Company's Use of Non-GAAP Financial Measures

FFO, FAD, NOI and EBITDA, including related per share amounts, are used by management, investors and industry analysts as supplemental measures of operating performance of equity REITs and should be evaluated along with GAAP net income and income per diluted share (the most directly comparable GAAP measures), as well as cash flow from operating activities, investing activities and financing activities, in evaluating the operating performance of the Company. Management believes that FFO, FAD, NOI and EBITDA are helpful to investors as supplemental performance measures because these measures exclude the effect of depreciation, amortization and gains or losses from sales of real estate, all of which are based on historical costs which implicitly assumes that the value of real estate diminishes predictably over time. Since real estate values instead have historically risen or fallen with market conditions, these non-GAAP measures can facilitate comparisons of operating performance between periods and among other equity REITs. Non-GAAP measures have limitations in that they do not reflect all of the amounts associated with the Company's results of operations determined in accordance with GAAP. FFO, FAD, NOI and EBITDA do not represent cash generated from operating activities in accordance with GAAP and are not necessarily indicative of cash available to fund cash needs as disclosed in the Company's Consolidated Statements of Cash Flows. FFO, FAD, NOI and EBITDA should not be considered as an alternative to net income as an indicator of the Company's operating performance or as an alternative to cash flows as a measure of liquidity. The Company's calculation of these non-GAAP measures may not be comparable to similarly titled measures reported by other companies.
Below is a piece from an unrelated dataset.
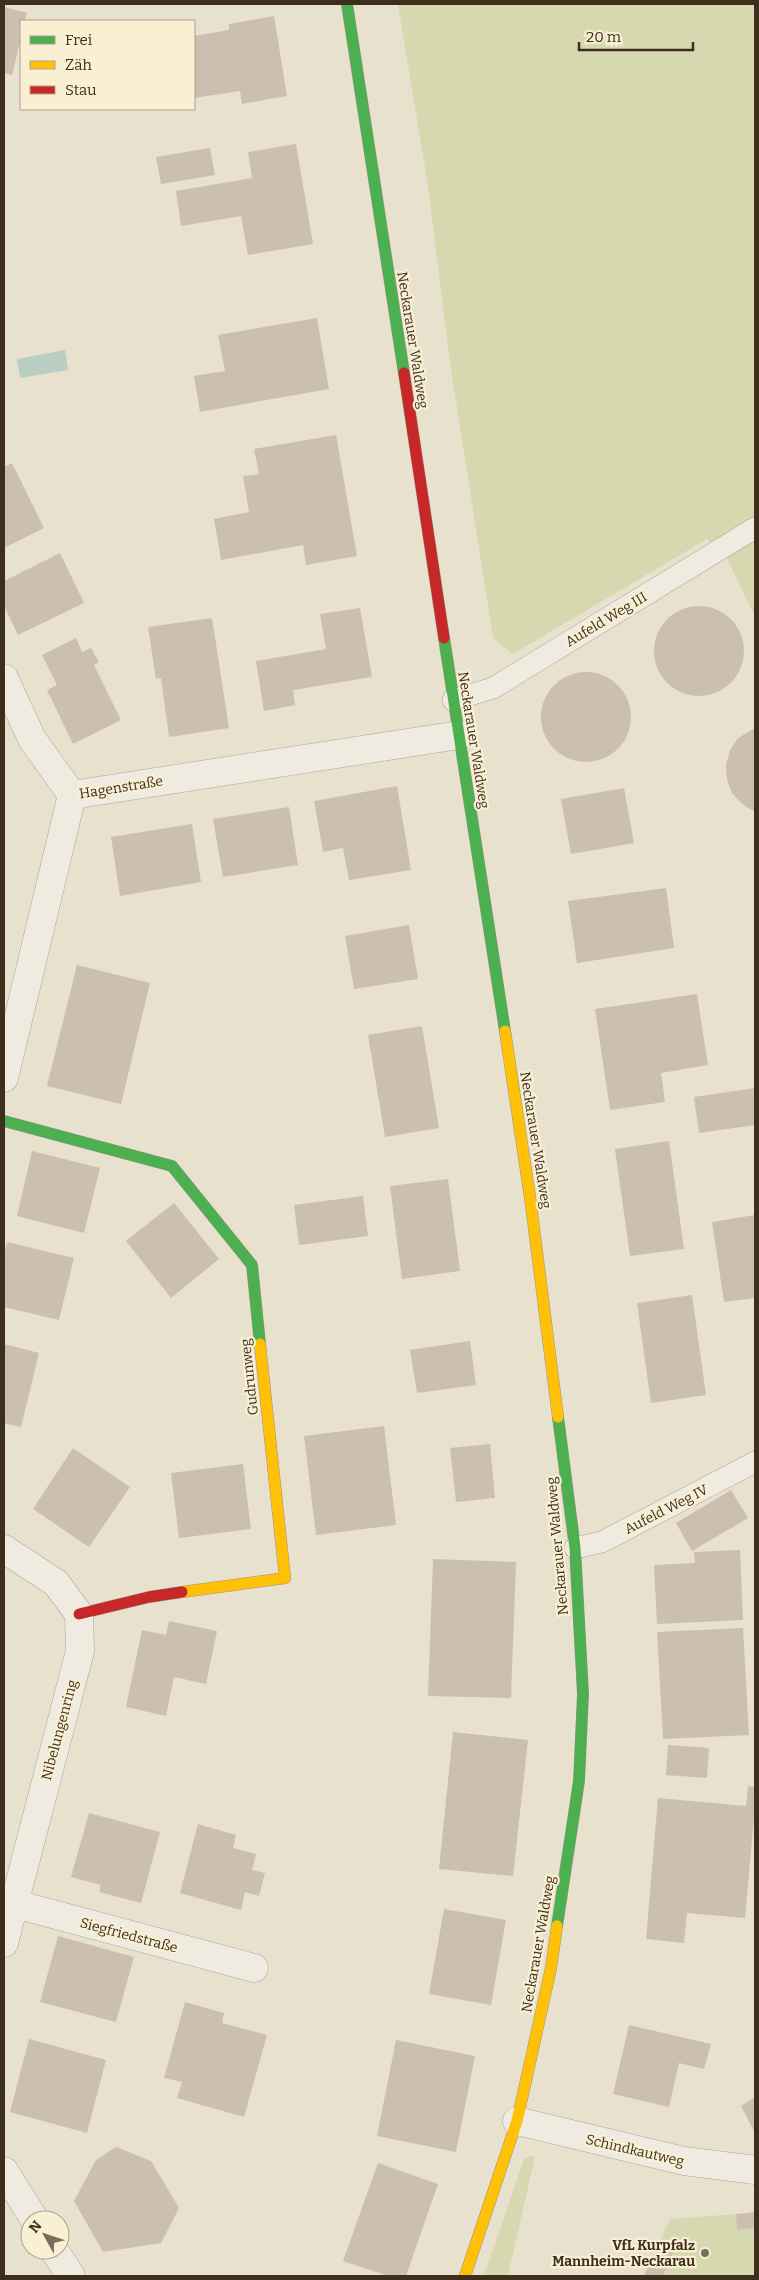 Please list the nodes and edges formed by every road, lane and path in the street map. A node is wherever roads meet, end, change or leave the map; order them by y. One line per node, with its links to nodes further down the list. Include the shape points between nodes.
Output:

FFO -- Parkway computes FFO in accordance with standards established by the National Association of Real Estate Investment Trusts ("NAREIT"), which may not be comparable to FFO reported by other REITs that do not define the term in accordance with the current NAREIT definition. FFO is defined as net income, computed in accordance with GAAP, reduced by preferred dividends, excluding gains or losses from the sales of properties, plus real estate related depreciation and amortization. Adjustments for Parkway's share of partnerships and joint ventures are included in the computation of FFO on the same basis.

Recurring FFO -- In addition to FFO, Parkway also discloses recurring FFO, which considers Parkway's share of adjustments for non-recurring lease termination fees, gains and losses on extinguishment of debt, gains and losses, acquisition costs, or other unusual items. Although this is a non-GAAP measure that differs from NAREIT's definition of FFO, the Company believes it provides a meaningful presentation of operating performance.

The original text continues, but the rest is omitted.